_Recorded data:_
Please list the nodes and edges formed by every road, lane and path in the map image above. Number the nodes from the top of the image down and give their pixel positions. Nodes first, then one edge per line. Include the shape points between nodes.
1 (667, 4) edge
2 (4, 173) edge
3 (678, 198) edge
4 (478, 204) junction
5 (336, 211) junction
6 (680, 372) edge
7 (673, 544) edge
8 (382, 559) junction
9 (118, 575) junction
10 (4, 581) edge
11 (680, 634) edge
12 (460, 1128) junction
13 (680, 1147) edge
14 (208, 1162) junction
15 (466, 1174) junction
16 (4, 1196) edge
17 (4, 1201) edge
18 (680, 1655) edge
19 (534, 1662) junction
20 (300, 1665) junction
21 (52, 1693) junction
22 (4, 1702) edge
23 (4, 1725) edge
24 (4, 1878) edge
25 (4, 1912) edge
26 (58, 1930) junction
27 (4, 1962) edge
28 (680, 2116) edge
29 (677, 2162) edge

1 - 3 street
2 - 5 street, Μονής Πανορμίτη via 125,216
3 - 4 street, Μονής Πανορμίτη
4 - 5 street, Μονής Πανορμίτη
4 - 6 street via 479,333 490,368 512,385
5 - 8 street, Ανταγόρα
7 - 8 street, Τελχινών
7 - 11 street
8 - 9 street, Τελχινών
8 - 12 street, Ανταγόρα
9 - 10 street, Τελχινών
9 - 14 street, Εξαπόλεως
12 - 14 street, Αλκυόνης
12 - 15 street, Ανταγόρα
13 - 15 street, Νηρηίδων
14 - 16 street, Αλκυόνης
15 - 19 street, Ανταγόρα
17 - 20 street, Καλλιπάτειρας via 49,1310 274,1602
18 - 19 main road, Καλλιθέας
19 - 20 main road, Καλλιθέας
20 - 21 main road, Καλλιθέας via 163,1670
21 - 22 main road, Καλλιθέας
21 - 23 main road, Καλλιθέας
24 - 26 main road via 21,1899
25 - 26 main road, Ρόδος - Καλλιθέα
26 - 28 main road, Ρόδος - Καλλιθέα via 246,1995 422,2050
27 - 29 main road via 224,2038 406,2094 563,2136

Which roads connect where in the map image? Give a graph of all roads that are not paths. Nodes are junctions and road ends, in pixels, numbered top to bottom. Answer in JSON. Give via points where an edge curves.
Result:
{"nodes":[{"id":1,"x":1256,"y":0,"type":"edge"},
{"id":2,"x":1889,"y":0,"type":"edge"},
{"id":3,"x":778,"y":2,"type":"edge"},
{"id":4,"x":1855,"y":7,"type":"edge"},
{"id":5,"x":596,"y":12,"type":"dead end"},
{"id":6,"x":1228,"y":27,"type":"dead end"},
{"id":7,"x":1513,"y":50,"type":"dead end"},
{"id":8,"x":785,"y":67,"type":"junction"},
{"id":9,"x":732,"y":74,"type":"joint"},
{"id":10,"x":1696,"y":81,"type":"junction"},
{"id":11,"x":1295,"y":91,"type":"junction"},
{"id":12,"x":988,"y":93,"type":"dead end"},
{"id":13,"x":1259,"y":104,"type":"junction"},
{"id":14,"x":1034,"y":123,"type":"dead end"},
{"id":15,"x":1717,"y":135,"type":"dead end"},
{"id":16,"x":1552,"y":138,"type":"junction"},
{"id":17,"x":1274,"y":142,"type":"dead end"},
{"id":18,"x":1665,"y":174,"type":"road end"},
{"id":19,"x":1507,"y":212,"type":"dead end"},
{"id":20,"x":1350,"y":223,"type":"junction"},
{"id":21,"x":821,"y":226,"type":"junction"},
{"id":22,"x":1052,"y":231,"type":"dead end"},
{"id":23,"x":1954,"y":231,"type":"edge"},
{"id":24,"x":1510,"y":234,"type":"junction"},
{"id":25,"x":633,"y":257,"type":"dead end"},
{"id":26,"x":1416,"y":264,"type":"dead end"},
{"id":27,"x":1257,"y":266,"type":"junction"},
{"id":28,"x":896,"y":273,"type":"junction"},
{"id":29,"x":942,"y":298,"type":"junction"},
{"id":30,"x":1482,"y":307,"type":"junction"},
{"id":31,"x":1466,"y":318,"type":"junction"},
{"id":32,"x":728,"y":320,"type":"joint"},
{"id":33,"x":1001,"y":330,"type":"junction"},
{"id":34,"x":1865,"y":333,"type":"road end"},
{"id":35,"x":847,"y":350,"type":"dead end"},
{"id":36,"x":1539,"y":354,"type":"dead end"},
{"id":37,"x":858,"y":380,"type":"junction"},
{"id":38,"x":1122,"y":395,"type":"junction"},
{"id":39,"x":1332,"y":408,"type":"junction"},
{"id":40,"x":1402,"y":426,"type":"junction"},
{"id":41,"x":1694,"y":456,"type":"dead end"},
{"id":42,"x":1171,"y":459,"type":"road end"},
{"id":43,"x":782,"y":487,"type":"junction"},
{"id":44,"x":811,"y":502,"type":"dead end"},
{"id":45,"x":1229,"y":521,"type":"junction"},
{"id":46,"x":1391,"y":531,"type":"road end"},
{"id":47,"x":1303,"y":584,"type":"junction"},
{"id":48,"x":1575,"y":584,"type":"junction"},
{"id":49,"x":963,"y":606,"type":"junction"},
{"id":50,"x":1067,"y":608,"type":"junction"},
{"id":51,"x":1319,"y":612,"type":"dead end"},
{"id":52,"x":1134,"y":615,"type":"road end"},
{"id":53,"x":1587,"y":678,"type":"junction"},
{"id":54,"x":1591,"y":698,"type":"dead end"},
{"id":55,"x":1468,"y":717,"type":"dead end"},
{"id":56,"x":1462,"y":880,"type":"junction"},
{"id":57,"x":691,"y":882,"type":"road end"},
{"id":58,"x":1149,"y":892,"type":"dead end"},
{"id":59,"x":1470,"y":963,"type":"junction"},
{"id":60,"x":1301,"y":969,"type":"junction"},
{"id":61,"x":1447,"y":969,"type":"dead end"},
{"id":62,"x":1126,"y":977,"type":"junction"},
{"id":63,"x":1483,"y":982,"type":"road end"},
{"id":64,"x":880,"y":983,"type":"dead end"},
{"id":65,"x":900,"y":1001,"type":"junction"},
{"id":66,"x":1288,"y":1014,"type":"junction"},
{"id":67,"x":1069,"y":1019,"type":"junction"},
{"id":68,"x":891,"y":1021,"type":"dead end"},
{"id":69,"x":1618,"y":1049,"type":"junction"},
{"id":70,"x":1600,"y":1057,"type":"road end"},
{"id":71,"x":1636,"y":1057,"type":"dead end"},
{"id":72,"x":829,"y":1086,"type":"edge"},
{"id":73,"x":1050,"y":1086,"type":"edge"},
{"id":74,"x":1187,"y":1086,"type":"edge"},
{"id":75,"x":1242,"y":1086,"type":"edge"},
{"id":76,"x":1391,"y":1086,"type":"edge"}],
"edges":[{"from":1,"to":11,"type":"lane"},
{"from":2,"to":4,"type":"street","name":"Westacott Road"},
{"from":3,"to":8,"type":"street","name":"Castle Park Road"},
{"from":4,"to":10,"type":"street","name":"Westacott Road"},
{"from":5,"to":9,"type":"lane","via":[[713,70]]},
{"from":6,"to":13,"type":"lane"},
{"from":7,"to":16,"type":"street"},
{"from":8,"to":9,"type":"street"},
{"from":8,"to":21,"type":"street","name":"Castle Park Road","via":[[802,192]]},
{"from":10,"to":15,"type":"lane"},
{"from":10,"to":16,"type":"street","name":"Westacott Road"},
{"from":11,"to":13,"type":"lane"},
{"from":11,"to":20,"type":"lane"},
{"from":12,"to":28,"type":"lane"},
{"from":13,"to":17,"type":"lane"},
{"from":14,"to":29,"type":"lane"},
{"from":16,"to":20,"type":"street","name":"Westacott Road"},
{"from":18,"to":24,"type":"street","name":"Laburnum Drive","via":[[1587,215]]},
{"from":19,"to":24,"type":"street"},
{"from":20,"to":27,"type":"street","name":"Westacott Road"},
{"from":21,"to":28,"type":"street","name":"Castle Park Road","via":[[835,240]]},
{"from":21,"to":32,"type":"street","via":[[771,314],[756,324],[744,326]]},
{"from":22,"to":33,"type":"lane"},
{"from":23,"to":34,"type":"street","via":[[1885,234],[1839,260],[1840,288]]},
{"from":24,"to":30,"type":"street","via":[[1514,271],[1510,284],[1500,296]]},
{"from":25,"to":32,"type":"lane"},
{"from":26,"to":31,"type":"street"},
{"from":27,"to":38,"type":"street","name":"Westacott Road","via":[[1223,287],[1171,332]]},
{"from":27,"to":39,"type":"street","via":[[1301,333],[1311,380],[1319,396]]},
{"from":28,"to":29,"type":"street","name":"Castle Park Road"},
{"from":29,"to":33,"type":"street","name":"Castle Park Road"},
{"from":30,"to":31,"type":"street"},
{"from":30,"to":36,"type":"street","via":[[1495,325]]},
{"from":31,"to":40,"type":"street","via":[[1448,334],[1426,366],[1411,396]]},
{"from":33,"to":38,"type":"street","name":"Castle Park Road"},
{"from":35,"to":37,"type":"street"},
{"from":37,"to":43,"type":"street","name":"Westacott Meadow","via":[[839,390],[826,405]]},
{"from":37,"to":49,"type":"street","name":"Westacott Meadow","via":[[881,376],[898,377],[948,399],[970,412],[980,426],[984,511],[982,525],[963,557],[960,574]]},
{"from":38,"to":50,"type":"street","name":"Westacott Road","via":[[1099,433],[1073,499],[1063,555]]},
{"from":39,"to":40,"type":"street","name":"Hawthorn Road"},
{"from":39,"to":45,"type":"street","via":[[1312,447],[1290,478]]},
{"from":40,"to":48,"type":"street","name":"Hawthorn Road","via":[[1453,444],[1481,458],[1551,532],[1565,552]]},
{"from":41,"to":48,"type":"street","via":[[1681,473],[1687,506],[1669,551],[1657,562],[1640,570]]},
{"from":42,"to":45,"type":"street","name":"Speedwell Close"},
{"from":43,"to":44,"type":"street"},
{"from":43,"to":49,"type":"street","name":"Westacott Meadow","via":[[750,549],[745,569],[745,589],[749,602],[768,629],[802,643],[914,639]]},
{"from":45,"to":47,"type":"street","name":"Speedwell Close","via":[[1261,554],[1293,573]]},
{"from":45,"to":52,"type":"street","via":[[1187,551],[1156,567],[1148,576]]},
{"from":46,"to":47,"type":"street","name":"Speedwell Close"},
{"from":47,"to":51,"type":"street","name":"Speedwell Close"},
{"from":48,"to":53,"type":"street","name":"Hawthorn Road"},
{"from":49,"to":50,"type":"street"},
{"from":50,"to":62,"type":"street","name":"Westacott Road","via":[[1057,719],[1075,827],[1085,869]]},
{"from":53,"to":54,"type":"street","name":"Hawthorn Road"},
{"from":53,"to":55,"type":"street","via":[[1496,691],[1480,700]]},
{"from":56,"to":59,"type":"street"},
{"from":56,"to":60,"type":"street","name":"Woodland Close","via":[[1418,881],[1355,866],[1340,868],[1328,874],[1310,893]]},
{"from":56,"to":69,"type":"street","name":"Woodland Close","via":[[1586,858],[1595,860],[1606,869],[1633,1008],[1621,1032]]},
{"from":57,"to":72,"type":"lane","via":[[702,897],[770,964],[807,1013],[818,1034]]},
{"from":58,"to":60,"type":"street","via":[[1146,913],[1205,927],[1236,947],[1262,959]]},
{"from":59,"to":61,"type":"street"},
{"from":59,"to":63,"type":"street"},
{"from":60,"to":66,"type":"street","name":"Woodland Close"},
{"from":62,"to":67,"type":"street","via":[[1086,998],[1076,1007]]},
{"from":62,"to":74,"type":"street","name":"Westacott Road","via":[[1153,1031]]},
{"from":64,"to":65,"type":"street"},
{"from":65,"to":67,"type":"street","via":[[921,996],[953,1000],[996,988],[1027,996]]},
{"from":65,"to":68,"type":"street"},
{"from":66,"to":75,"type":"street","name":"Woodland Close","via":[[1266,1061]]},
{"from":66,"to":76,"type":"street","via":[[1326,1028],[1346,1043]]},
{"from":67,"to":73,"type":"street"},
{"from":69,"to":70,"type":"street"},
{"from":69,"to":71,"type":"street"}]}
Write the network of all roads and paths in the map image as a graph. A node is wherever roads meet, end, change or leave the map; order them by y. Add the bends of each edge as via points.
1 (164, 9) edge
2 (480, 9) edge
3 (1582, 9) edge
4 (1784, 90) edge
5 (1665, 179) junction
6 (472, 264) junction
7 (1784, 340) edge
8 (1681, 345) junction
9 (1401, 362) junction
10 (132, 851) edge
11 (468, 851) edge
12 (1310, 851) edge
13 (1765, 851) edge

_Problem description:_
All that should be returned is the run of lines from the one with "Write the network" to the last line of the material above, copied exactly.

_Answer space:_
Write the network of all roads and paths in the map image as a graph. A node is wherever roads meet, end, change or leave the map; order them by y. Add the bends of each edge as via points.
1 (164, 9) edge
2 (480, 9) edge
3 (1582, 9) edge
4 (1784, 90) edge
5 (1665, 179) junction
6 (472, 264) junction
7 (1784, 340) edge
8 (1681, 345) junction
9 (1401, 362) junction
10 (132, 851) edge
11 (468, 851) edge
12 (1310, 851) edge
13 (1765, 851) edge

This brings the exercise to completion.